# WHAT YOU SHOULD DO:
An exact copy of all the data is needed, with every picture left out.

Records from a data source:
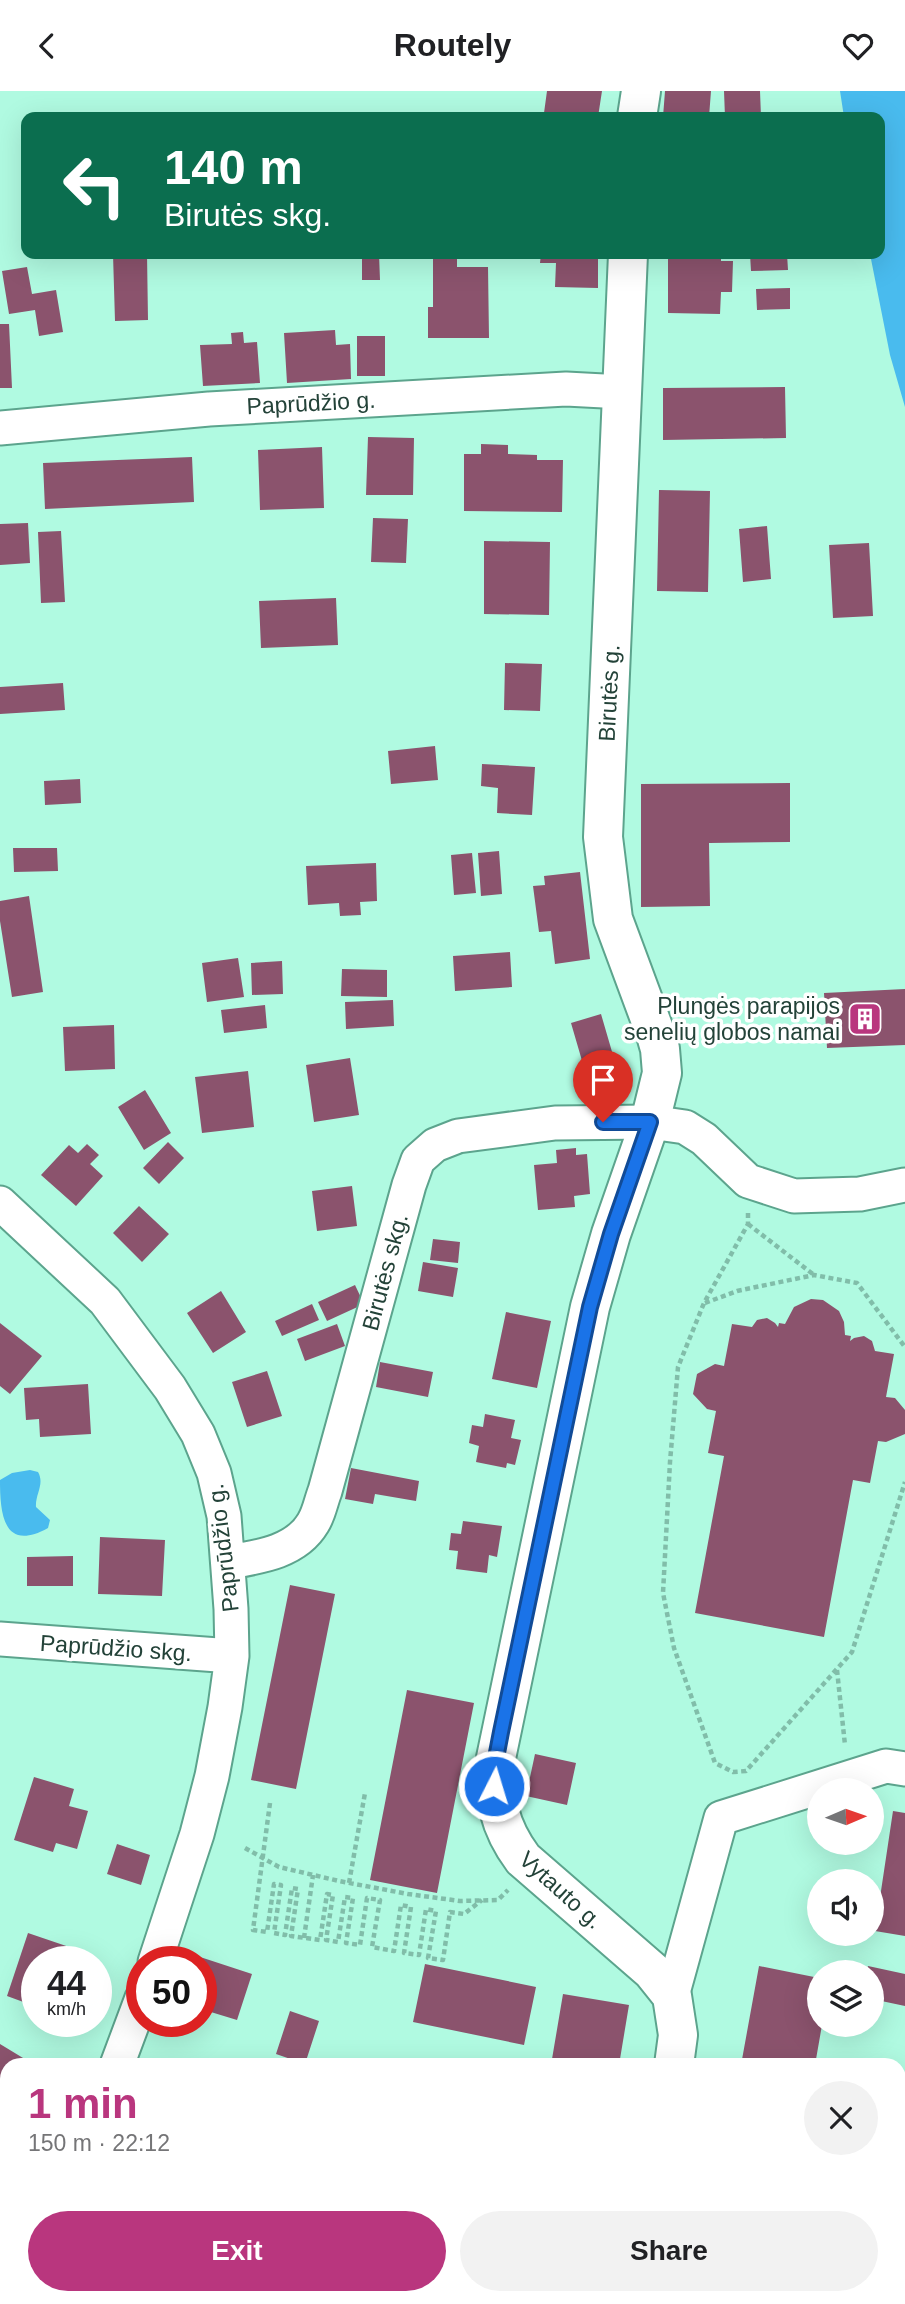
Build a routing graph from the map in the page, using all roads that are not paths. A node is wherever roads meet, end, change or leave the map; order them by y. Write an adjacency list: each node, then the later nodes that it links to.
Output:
1 (640, 91): 2 (main road)
2 (637, 112)
3 (628, 259): 4 (main road, Birutės g.)
4 (623, 392): 5 (street, Paprūdžio g.); 6 (main road, Birutės g.)
5 (0, 428)
6 (650, 1122): 7 (street, Birutės skg.); 9 (street, Birutės skg.); 14 (main road, Vytauto g.)
7 (905, 1185)
8 (0, 1203): 9 (street, Paprūdžio g.)
9 (229, 1562): 11 (street, Paprūdžio g.)
10 (0, 1639): 11 (street, Paprūdžio skg.)
11 (232, 1656): 13 (street, Paprūdžio g.)
12 (905, 1769): 14 (street)
13 (160, 1946)
14 (672, 1996): 17 (main road)
15 (127, 2037): 16 (street)
16 (120, 2058)
17 (675, 2058)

# TASK RESULT:
Build a routing graph from the map in the page, using all roads that are not paths. A node is wherever roads meet, end, change or leave the map; order them by y. Write an adjacency list: each node, then the later nodes that it links to.
Output:
1 (640, 91): 2 (main road)
2 (637, 112)
3 (628, 259): 4 (main road, Birutės g.)
4 (623, 392): 5 (street, Paprūdžio g.); 6 (main road, Birutės g.)
5 (0, 428)
6 (650, 1122): 7 (street, Birutės skg.); 9 (street, Birutės skg.); 14 (main road, Vytauto g.)
7 (905, 1185)
8 (0, 1203): 9 (street, Paprūdžio g.)
9 (229, 1562): 11 (street, Paprūdžio g.)
10 (0, 1639): 11 (street, Paprūdžio skg.)
11 (232, 1656): 13 (street, Paprūdžio g.)
12 (905, 1769): 14 (street)
13 (160, 1946)
14 (672, 1996): 17 (main road)
15 (127, 2037): 16 (street)
16 (120, 2058)
17 (675, 2058)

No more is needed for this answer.